Все шло, как если бы это был какой-то незамысловатый маневр в улицах Москвы.

— Латышскую батарею куда направить, товарищ? — спросил маленький толстый капитан.

— Вместе с инструкторской на Арбат, — коротко кинул из-за плеча Рекста Петерсон. — Мы будем действовать решительно.

Кругом отряда толпами собирались солдаты других латышских и русских частей, расположенных в лагере. От них выделялись группы. К Вацетису и Петерсону шли «делегации» просить разрешения принять участие в экспедиции против восставших.

В этих русских и латышских толпах никто не отдавал себе отчета, что происходило. Пахнуло кровью, полымем пожаров, явилась возможность стрелять, кричать и носиться по напуганному городу, показывая свою «народную» власть насмерть перепуганному обывателю.

Все шло гладко. Части были старые. Старая дисциплина Императорской армии там еще хранилась. В одних была национальная ненависть латышей к русским, в других — мальчишеский задор молодежи, ничего не понимающей и ни в чем не разбирающейся.

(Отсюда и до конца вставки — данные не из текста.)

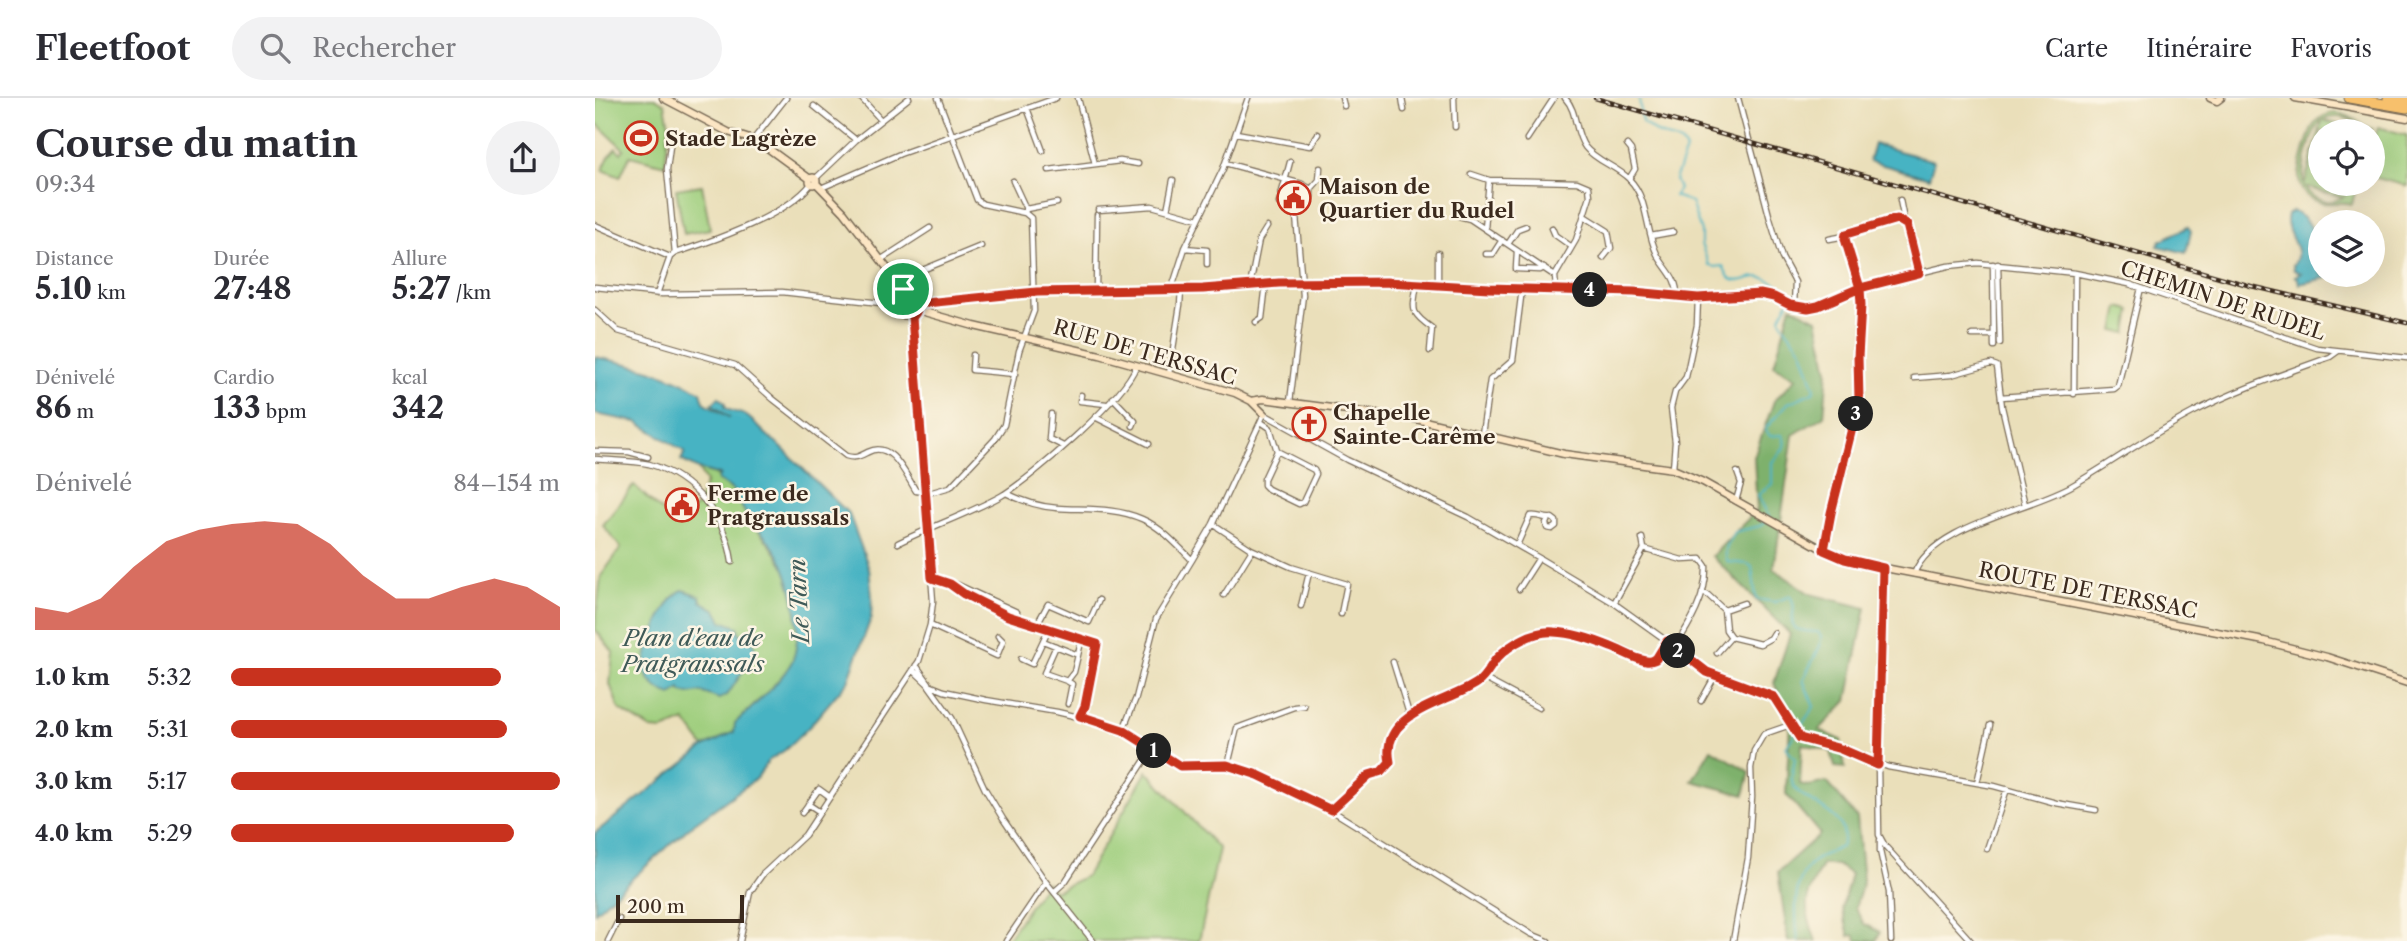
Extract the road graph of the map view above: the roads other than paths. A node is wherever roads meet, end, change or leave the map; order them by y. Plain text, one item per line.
1 (663, 98) edge
2 (786, 98) edge
3 (861, 98) edge
4 (909, 98) edge
5 (938, 98) edge
6 (1056, 98) edge
7 (1078, 98) edge
8 (1248, 98) edge
9 (1342, 98) edge
10 (1402, 98) edge
11 (1454, 98) edge
12 (1554, 98) edge
13 (1565, 98) edge
14 (1738, 98) edge
15 (2210, 98) edge
16 (2221, 98) edge
17 (2295, 98) edge
18 (2349, 98) edge
19 (2388, 98) edge
20 (2407, 102) edge
21 (814, 106) dead end
22 (1344, 106) dead end
23 (1027, 108) junction
24 (2407, 108) edge
25 (1403, 110) dead end
26 (2407, 118) edge
27 (880, 119) junction
28 (1455, 127) dead end
29 (1236, 132) junction
30 (1318, 134) dead end
31 (953, 135) junction
32 (1527, 139) dead end
33 (753, 140) junction
34 (856, 140) junction
35 (1626, 145) dead end
36 (670, 146) dead end
37 (1043, 151) dead end
38 (1290, 162) dead end
39 (1225, 163) junction
40 (1095, 164) junction
41 (1138, 164) dead end
42 (1320, 169) dead end
43 (1049, 170) dead end
44 (1471, 174) dead end
45 (1286, 179) junction
46 (1629, 179) junction
47 (1173, 180) dead end
48 (1489, 180) junction
49 (1013, 181) dead end
50 (814, 183) junction
51 (1311, 189) junction
52 (1900, 200) dead end
53 (1057, 203) dead end
54 (1279, 203) dead end
55 (1167, 210) junction
56 (1025, 211) junction
57 (1459, 216) dead end
58 (1584, 216) junction
59 (1199, 219) junction
60 (1901, 219) junction
61 (595, 226) edge
62 (1526, 226) dead end
63 (1267, 227) dead end
64 (930, 228) dead end
65 (1552, 228) dead end
66 (1485, 229) junction
67 (1673, 232) dead end
68 (1651, 236) junction
69 (1845, 236) junction
70 (1829, 239) dead end
71 (1502, 240) junction
72 (1509, 244) junction
73 (981, 246) dead end
74 (1572, 247) junction
75 (1185, 248) junction
76 (1517, 250) junction
77 (1438, 253) dead end
78 (1486, 254) dead end
79 (672, 255) junction
80 (1603, 258) dead end
81 (882, 259) junction
82 (1207, 264) dead end
83 (1995, 264) junction
84 (1544, 268) junction
85 (1919, 273) junction
86 (2075, 273) junction
87 (1555, 276) junction
88 (898, 280) junction
89 (1302, 283) junction
90 (1417, 283) junction
91 (1266, 284) junction
92 (1250, 285) junction
93 (1438, 285) junction
94 (595, 287) edge
95 (1860, 288) junction
96 (2141, 288) junction
97 (903, 289) junction
98 (1171, 289) junction
99 (1181, 289) junction
100 (1522, 289) junction
101 (1035, 290) junction
102 (1096, 290) junction
103 (1556, 290) junction
104 (657, 294) junction
105 (1677, 297) junction
106 (1698, 298) junction
107 (900, 303) junction
108 (915, 304) junction
109 (1789, 304) junction
110 (595, 310) edge
111 (912, 317) junction
112 (1255, 322) dead end
113 (1972, 335) dead end
114 (1994, 335) junction
115 (1024, 337) junction
116 (2000, 343) dead end
117 (1994, 346) dead end
118 (1430, 351) dead end
119 (2337, 351) junction
120 (973, 355) dead end
121 (2405, 359) edge
122 (1136, 366) junction
123 (1015, 374) junction
124 (1169, 375) junction
125 (1914, 378) dead end
126 (2074, 394) junction
127 (1081, 396) dead end
128 (2001, 397) junction
129 (1113, 398) junction
130 (1263, 398) junction
131 (1251, 401) junction
132 (1290, 403) junction
133 (1107, 404) junction
134 (1051, 414) dead end
135 (1264, 414) junction
136 (1095, 417) junction
137 (1260, 422) junction
138 (1133, 426) dead end
139 (1482, 434) junction
140 (1150, 444) dead end
141 (1063, 446) junction
142 (595, 451) edge
143 (1277, 451) junction
144 (648, 457) dead end
145 (595, 458) edge
146 (1673, 469) junction
147 (1737, 472) dead end
148 (925, 493) junction
149 (1006, 493) junction
150 (1736, 501) junction
151 (2025, 505) junction
152 (1548, 519) dead end
153 (1767, 519) joint
154 (1213, 524) junction
155 (928, 529) junction
156 (1642, 538) dead end
157 (898, 543) dead end
158 (1517, 545) junction
159 (1644, 549) junction
160 (1252, 550) junction
161 (1824, 550) junction
162 (1539, 558) junction
163 (1192, 560) junction
164 (732, 562) dead end
165 (1883, 568) junction
166 (1309, 573) junction
167 (1914, 574) junction
168 (932, 578) junction
169 (1519, 589) dead end
170 (965, 591) junction
171 (1702, 593) junction
172 (1224, 595) dead end
173 (1099, 600) dead end
174 (1613, 603) junction
175 (1744, 603) dead end
176 (1301, 606) dead end
177 (1724, 610) junction
178 (1341, 614) dead end
179 (1019, 619) junction
180 (1038, 624) junction
181 (930, 625) junction
182 (1049, 628) junction
183 (1774, 633) dead end
184 (998, 636) dead end
185 (1731, 637) junction
186 (1043, 641) junction
187 (1667, 641) junction
188 (1056, 646) junction
189 (1080, 646) dead end
190 (1674, 648) junction
191 (1717, 653) dead end
192 (1078, 655) junction
193 (1021, 659) dead end
194 (1393, 662) dead end
195 (914, 667) junction
196 (1715, 676) junction
197 (1483, 678) junction
198 (1067, 681) junction
199 (2407, 683) edge
200 (930, 686) junction
201 (1701, 701) dead end
202 (1068, 704) dead end
203 (1304, 706) dead end
204 (1539, 708) dead end
205 (1080, 716) junction
206 (1410, 717) junction
207 (1990, 725) dead end
208 (1791, 727) junction
209 (1123, 730) junction
210 (1147, 746) junction
211 (1147, 757) junction
212 (1163, 757) junction
213 (1228, 765) junction
214 (1878, 765) junction
215 (1977, 783) junction
216 (2007, 789) junction
217 (830, 797) junction
218 (808, 804) junction
219 (1331, 810) junction
220 (2096, 810) dead end
221 (820, 812) junction
222 (802, 813) dead end
223 (1880, 839) junction
224 (1987, 849) dead end
225 (1047, 882) junction
226 (1055, 891) junction
227 (619, 919) dead end
228 (608, 941) edge
229 (740, 941) edge
230 (1006, 941) edge
231 (1093, 941) edge
232 (1548, 941) edge
233 (1733, 941) edge
234 (1891, 941) edge
235 (1971, 941) edge

1 - 33 street
2 - 33 street
3 - 27 street
4 - 27 street
5 - 31 street
6 - 23 street
7 - 40 street
8 - 29 street
9 - 22 street
10 - 25 street
11 - 28 street
12 - 32 street
13 - 46 street
14 - 109 street
15 - 16 street
17 - 26 street
18 - 24 highway
19 - 20 highway
21 - 34 street
23 - 31 street
23 - 37 street
27 - 34 street
29 - 30 street
29 - 39 street
31 - 50 street
31 - 56 street
33 - 50 street
34 - 50 street
35 - 46 street
36 - 79 street
38 - 45 street
39 - 45 street
39 - 59 street
40 - 41 street
40 - 43 street
42 - 51 street
44 - 48 street
45 - 51 street
45 - 54 street
46 - 68 street
47 - 55 street
48 - 58 street
48 - 66 street
49 - 56 street
50 - 79 street
50 - 81 street
51 - 89 street
52 - 60 street
53 - 56 street
55 - 59 street
55 - 102 street
56 - 101 street
57 - 66 street
58 - 74 street
58 - 80 street
59 - 75 street
60 - 69 street
60 - 85 street
61 - 79 street
62 - 72 street
63 - 92 street
64 - 81 street
65 - 74 street
66 - 71 street
67 - 68 street
68 - 105 street
69 - 70 street
69 - 95 street
71 - 72 street
71 - 78 street
72 - 76 street
73 - 88 street
74 - 87 street
75 - 82 street
75 - 98 street
76 - 84 street
76 - 84 street
77 - 93 street
79 - 104 street
81 - 88 street
83 - 85 street, CHEMIN DE RUDEL
83 - 86 street, CHEMIN DE RUDEL
83 - 114 street
83 - 116 street
84 - 87 street
85 - 95 street, CHEMIN DE RUDEL
86 - 96 street, CHEMIN DE RUDEL
86 - 126 street
87 - 103 street
88 - 97 street
89 - 90 street, CHEMIN DE RUDEL
89 - 91 street, CHEMIN DE RUDEL
89 - 132 street
90 - 93 street, CHEMIN DE RUDEL
90 - 118 street
91 - 92 street, CHEMIN DE RUDEL
91 - 112 street
92 - 99 street, CHEMIN DE RUDEL
93 - 100 street, CHEMIN DE RUDEL
94 - 104 street
95 - 109 street, CHEMIN DE RUDEL
95 - 161 street
96 - 119 street, CHEMIN DE RUDEL
96 - 126 street
97 - 107 street
97 - 108 street
98 - 99 street, CHEMIN DE RUDEL
98 - 102 street, CHEMIN DE RUDEL
99 - 124 street
100 - 103 street, CHEMIN DE RUDEL
100 - 139 street
101 - 102 street, CHEMIN DE RUDEL
101 - 108 street, CHEMIN DE RUDEL
101 - 115 street
103 - 105 street, CHEMIN DE RUDEL
104 - 107 street
105 - 106 street, CHEMIN DE RUDEL
106 - 109 street, CHEMIN DE RUDEL
106 - 146 street
107 - 108 street
107 - 111 street
108 - 111 street
108 - 115 street, RUE DE TERSSAC
110 - 148 street
111 - 148 street
113 - 114 street
114 - 117 street
115 - 122 street, RUE DE TERSSAC
115 - 123 street
119 - 121 street, CHEMIN DE RUDEL
119 - 151 street
120 - 123 street
122 - 124 street, RUE DE TERSSAC
122 - 129 street
123 - 148 street
124 - 131 street, RUE DE TERSSAC
125 - 128 street
126 - 128 street
127 - 133 street
128 - 151 street
129 - 133 street
129 - 138 street
130 - 131 street, RUE DE TERSSAC
130 - 132 street, RUE DE TERSSAC
130 - 135 street
131 - 135 street
132 - 139 street, RUE DE TERSSAC
133 - 136 street
134 - 141 street
135 - 137 street
135 - 158 street
136 - 140 street
136 - 141 street
137 - 143 street
137 - 154 street
139 - 146 street, RUE DE TERSSAC
141 - 149 street
142 - 144 street
143 - 143 street
145 - 164 street
146 - 150 street, RUE DE TERSSAC
147 - 150 street
148 - 155 street
149 - 155 street
149 - 163 street
150 - 153 street, RUE DE TERSSAC
151 - 167 street
152 - 158 street
153 - 161 street, ROUTE DE TERSSAC
154 - 160 street
154 - 163 street
155 - 157 street
155 - 168 street
156 - 159 street
158 - 162 street
159 - 171 street
159 - 174 street
160 - 166 street
160 - 172 street
161 - 165 street, ROUTE DE TERSSAC
162 - 169 street
162 - 174 street
163 - 209 street
165 - 167 street, ROUTE DE TERSSAC
165 - 214 street
166 - 176 street
166 - 178 street
167 - 199 street, ROUTE DE TERSSAC
168 - 170 street
168 - 181 street
170 - 179 street
170 - 179 street
171 - 177 street
171 - 190 street
173 - 180 street
174 - 187 street
175 - 177 street
177 - 185 street
179 - 180 street
180 - 182 street
181 - 184 street
181 - 195 street
182 - 186 street
182 - 205 street
183 - 185 street
185 - 191 street
186 - 188 street
186 - 193 street
187 - 190 street
187 - 197 street
188 - 192 street
188 - 198 street
189 - 192 street
190 - 196 street
192 - 198 street
194 - 206 street
195 - 200 street
195 - 217 street
196 - 201 street
196 - 208 street
197 - 204 street
197 - 206 street
198 - 202 street
200 - 205 street
200 - 225 street
203 - 213 street
205 - 209 street
206 - 219 street
207 - 215 street
208 - 214 street
208 - 233 street
209 - 210 street
210 - 211 street
210 - 212 street
211 - 212 street
211 - 226 street
212 - 213 street
213 - 219 street
214 - 215 street
214 - 223 street
215 - 216 street
216 - 220 street
216 - 224 street
217 - 218 street
217 - 221 street
218 - 221 street
218 - 222 street
219 - 232 street
221 - 229 street
223 - 234 street
223 - 235 street
225 - 226 street
225 - 230 street
226 - 231 street
227 - 228 street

Холодно звучали команды. Колонны вытягивались по отделениям, за ними тарахтели пулеметные двуколки и веско громыхали орудия.

В алых туманах рождалось солнце. Туманы опускались. Улицы Москвы тонули в мутных, сырых облаках.

Из них выявлялись серые фигуры. Маячили, качались, подходили.

— Стой! Кто идет? — окликали дозоры.

— Свои!.. Свои! — отвечали из влажного облака. Разведка возвращалась к отряду. Обстановка выяснялась.

Склонившись на луку седла, товарищ Рекст слушал оживленный доклад юноши-курсанта. Он держал левой рукой за ручку велосипед, а правой чертил пальцем по плану Москвы.

— Они, товарищ командир, заняли почтамт и пытались захватить электрическую станцию, но рота 9-го Латышского полка подоспела и удержала станцию.